OMEL DIVERSIFICACIÓN, S.A.U., (“OMEL”), the auction manager, will determine the successful tenderers, the allocated power, and the abatement rate applicable to the standard value of the reference rate installation initial investment, as a result of the matching proceeding carried out in the maximum of two hours since the period for receiving purchase offers is closed.

The CNMC, auction monitor, will have a maximum of 24 hours to validate OMEL’s results once it has received them. If the auction is declared valid, the General Directorate for Energy Policy and Mines (“GDEPM”) will issue a resolution to resolve the auction that will be published in the Official State Gazette.

Once the necessary guarantee is submitted (20€ kW allocated), the auction’s award will involve the right to register the allocated power as a pre-assignment in the Specific Remuneration System Register (“SRSR”).

Against the GDEPM resolution that determines the successful tenderers, the allocated power, and the abatement rate applicable to the standard value of the initial investment of the reference rate installation may only be pursued upon appeal raised with the Secretary of State for Energy within a month, once the resolution has been published in the Official State Gazette.

The successful tenderers will have a period of 45 business days from the publishing date of the resolution in the Official State Gazette to submit a pre-assignment request registration for the allocated power. The amount of 20 €/kW of allocated power is needed as a guarantee. Once the guarantee is verified as valid, the GDEPM will issue a resolution to inscribe holders and allocated powers in a pre-assignment condition, it also being published in the Official State Gazette.

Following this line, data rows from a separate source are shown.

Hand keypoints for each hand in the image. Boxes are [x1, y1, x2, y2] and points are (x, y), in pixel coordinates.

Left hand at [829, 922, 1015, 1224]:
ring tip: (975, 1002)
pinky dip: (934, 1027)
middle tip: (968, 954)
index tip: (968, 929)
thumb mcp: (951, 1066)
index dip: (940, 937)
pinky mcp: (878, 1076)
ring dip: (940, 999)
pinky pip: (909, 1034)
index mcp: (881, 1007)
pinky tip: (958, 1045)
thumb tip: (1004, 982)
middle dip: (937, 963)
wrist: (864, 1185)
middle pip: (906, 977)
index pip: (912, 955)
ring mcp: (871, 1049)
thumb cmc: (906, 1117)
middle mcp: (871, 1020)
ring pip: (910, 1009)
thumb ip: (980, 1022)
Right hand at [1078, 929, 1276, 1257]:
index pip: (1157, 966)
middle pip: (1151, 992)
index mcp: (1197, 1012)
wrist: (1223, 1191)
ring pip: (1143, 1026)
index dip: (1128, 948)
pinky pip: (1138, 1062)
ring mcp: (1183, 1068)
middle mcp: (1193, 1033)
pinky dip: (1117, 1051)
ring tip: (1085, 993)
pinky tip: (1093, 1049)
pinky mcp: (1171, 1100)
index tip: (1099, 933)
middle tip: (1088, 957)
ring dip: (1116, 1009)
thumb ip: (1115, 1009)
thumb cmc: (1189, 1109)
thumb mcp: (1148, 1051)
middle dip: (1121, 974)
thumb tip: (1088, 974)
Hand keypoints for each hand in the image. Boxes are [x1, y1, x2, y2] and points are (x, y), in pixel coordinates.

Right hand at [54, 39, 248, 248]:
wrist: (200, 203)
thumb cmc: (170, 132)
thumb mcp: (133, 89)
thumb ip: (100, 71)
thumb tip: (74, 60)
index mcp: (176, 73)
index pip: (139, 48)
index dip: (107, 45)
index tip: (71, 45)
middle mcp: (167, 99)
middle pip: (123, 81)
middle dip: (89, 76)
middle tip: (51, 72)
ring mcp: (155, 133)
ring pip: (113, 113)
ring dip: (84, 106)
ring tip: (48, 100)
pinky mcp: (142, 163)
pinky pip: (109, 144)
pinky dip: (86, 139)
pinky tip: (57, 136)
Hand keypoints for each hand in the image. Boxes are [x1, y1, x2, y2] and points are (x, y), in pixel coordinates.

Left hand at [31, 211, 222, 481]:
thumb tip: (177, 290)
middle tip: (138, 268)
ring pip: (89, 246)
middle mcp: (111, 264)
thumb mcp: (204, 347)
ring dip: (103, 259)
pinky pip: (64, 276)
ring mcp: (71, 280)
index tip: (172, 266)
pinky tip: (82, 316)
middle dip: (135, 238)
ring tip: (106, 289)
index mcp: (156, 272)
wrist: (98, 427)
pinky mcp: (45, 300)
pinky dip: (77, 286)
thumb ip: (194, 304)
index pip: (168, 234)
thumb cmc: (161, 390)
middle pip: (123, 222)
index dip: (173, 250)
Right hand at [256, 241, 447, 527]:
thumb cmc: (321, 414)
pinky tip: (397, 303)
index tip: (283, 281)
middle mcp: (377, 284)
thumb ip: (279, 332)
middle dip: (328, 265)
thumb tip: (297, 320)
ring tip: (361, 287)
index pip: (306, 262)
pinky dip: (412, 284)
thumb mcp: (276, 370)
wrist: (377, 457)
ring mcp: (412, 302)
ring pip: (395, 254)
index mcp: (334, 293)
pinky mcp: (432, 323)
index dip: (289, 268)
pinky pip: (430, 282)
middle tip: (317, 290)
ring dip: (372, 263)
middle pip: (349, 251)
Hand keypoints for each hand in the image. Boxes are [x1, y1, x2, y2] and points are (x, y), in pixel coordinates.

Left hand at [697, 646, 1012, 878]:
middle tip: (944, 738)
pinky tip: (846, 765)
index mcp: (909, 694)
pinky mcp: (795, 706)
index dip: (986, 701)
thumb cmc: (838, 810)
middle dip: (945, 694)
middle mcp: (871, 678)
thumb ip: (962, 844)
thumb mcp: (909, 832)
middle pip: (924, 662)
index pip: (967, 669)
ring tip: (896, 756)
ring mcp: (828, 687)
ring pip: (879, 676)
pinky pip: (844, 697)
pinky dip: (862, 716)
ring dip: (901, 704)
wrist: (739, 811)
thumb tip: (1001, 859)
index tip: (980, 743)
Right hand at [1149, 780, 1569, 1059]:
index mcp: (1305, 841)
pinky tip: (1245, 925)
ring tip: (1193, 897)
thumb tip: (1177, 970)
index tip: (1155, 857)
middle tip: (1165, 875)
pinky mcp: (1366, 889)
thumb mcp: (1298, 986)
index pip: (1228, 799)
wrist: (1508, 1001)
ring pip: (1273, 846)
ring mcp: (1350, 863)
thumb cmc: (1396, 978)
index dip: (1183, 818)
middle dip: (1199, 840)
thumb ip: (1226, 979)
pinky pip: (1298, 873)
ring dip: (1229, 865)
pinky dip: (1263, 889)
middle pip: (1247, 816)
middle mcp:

The pre-assignment resolution’s publication date determines that the installation should be completed within a maximum period of 48 months. However, the operating state enrollment in the SRSR will require installation to be fully completed by the deadline established (48 months). In this regard, it is understood that an installation is fully completed if it has all the elements, facilities and infrastructure which are necessary to produce energy and pour it into the electrical system. Further, it must have obtained the definitive registration in the Administrative Register for Generation of Electrical Power Unit under the competent administrative body, having begun to pour electric energy, which requires that the manager must have provided a certificate attesting that it has begun to supply the network.

The specific remuneration system will accrue from the first day of the first month following the date on which the installation has obtained the status of final operating approval.